Fig. 1, [Pl. XVIII] represents one of ordinary shape and size, which I have in my collection. The Navajos are not good potters; their earthenware being limited to these crucibles and a few unornamented water-jars; and it is probably in consequence of their inexperience in the ceramic art that their crucibles are not durable. After being put in the fire two or three times they swell and become very porous, and when used for a longer time they often crack and fall to pieces. Some smiths, instead of making crucibles, melt their metal in suitable fragments of Pueblo pottery, which may be picked up around ruins in many localities throughout the Navajo country or purchased from the Pueblo Indians.
The moulds in which they cast their ingots, cut in soft sandstone with a home-made chisel, are so easily formed that the smith leaves them behind when he moves his residence. Each mould is cut approximately in the shape of the article which is to be wrought out of the ingot cast in it, and it is greased with suet before the metal is poured in. In Figs. 2 and 3, [Pl. XVIII], are represented pieces of sand-stone, graven for molds, now in my possession. The figures are one-third the dimensions of the subjects. In the middle cavity or mould shown in Fig. 2, [Pl. XVIII], was cast the ingot from which was wrought the arrow-shaped
handle of the powder-charger shown in [Pl. XIX]; in the lower cavity depicted in the same figure was moulded the piece from which the bowl of this charger was formed. The circular depression, delineated in the lower right corner of Fig. 3, [Pl. XVIII], gave form to the ingot from which the sides of the canteen-shaped tobacco-case (Fig. 6) was made.
Tongs are often made by the Navajo silversmiths. One of these which I saw had a U-shaped spring joint, and the ends were bent at right angles downwards, so as more effectually to grasp the flat-sided crucible. Often nippers or scissors are used as tongs.
Ordinary scissors, purchased from the whites, are used for cutting: their metal after it is wrought into thin plates. The metal saw and metal shears do not seem as yet to have been imported for their benefit. Some of the more poorly provided smiths use their scissors also for tongs, regardless or ignorant of consequences, and when the shears lose their temper and become loose-jointed and blunt, the efforts of the Indian to cut a rather thick plate of silver are curious to see. Often, then, one or two bystanders are called to hold the plate in a horizontal position, and perhaps another will be asked to hold the points of the scissors to keep them from spreading. Scissors are sometimes used as dividers, by being spread to the desired distance and held in position by being grasped in the hand. By this means I have seen them attempt to find centers, but not to describe circles. It is probable that had they trusted to the eye they might have found their centers as well.
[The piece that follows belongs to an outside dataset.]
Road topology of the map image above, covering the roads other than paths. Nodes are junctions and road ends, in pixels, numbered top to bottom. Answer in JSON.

Their iron pliers, hammers, and files they purchase from the whites. Pliers, both flat-pointed and round-pointed, are used as with us. Of files they usually employ only small sizes, and the varieties they prefer are the flat, triangular, and rat-tail. Files are used not only for their legitimate purposes, as with us, but the shanks serve for punches and the points for gravers, with which figures are engraved on silver.
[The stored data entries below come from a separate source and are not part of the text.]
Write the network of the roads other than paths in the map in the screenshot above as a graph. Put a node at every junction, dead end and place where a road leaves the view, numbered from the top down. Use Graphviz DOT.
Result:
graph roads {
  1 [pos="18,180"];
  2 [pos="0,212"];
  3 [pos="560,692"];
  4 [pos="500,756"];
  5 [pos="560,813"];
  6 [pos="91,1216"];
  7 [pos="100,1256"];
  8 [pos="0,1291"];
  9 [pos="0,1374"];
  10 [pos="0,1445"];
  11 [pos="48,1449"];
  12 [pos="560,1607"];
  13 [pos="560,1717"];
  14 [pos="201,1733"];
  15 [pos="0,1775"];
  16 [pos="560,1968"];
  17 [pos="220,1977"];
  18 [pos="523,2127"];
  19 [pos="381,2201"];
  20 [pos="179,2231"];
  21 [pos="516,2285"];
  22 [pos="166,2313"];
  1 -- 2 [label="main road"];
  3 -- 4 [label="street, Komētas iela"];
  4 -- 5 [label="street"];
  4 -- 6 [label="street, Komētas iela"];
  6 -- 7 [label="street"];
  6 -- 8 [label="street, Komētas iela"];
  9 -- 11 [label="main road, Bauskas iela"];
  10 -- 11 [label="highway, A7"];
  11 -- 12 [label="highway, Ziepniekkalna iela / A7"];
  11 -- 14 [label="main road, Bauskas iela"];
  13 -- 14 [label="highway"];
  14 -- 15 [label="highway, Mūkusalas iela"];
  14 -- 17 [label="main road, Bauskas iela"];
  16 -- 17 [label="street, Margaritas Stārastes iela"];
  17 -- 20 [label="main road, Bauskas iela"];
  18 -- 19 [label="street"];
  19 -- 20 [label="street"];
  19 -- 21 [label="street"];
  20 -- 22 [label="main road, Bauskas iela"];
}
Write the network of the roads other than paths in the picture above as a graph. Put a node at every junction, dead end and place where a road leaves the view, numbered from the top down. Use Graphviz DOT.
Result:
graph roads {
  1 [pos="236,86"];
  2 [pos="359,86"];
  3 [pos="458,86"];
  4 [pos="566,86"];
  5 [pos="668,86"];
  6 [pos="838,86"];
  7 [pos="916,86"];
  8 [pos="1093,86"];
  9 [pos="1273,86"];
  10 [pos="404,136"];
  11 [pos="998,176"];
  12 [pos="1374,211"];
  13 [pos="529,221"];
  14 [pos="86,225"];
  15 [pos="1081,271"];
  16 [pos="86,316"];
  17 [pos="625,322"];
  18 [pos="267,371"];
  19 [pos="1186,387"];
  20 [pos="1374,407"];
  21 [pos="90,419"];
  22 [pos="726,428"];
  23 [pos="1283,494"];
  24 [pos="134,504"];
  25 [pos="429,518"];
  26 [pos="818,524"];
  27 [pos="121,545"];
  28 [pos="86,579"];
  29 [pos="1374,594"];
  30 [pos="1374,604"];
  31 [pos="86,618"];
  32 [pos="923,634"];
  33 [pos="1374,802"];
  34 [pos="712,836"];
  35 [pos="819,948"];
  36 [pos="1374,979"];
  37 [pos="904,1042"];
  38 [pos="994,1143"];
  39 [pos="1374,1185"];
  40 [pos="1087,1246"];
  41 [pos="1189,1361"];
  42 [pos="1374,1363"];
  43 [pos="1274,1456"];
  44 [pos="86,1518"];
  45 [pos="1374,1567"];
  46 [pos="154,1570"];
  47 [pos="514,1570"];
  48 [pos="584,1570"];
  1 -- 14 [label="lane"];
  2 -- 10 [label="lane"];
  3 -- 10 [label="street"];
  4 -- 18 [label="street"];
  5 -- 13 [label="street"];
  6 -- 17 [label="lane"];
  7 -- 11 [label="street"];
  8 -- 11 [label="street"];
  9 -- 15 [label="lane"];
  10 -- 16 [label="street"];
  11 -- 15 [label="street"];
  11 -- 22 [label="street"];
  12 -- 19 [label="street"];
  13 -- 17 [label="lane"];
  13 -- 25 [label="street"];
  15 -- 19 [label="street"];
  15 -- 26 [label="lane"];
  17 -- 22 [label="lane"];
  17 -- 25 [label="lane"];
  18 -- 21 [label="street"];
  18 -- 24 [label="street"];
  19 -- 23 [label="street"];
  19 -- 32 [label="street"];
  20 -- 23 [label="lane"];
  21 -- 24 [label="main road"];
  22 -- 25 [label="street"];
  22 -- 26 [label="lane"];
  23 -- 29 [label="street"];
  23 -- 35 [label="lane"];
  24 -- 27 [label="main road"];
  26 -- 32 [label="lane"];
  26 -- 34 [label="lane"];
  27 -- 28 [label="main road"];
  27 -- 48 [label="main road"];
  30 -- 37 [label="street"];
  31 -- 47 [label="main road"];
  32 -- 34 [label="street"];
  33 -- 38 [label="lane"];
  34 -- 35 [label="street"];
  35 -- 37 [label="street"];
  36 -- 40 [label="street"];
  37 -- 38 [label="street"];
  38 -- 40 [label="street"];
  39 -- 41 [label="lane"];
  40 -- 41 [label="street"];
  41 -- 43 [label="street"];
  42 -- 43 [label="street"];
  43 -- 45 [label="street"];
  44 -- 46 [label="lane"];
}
The Indians usually make their own cold-chisels. These are not used where the scissors and file can be conveniently and economically employed. The re-entrant rectangles on the bracelet represented in Fig. 4, [Pl. XIX], were cut with a cold-chisel and finished with a file.
Awls are used to mark figures on the silver. Often they cut out of paper a pattern, which they lay on the silver, tracing the outline with an awl. These tools are sometimes purchased and sometimes made by the Indians. I have seen one made from a broken knife which had been picked up around the fort. The blade had been ground down to a point.
Metallic hemispheres for beads and buttons are made in a concave matrix by means of a round-pointed bolt which I will call a die. These tools are always made by the Indians. On one bar of iron there may be many matrices of different sizes, only one die fitting the smallest concavity, is required to work the metal in all. In the picture of the smithy ([Pl. XVII], in the right lower corner beside the tin-plate), a piece of an old horse-shoe may be seen in which a few matrices have been worked, and, beside it, the die used in connection with the matrices.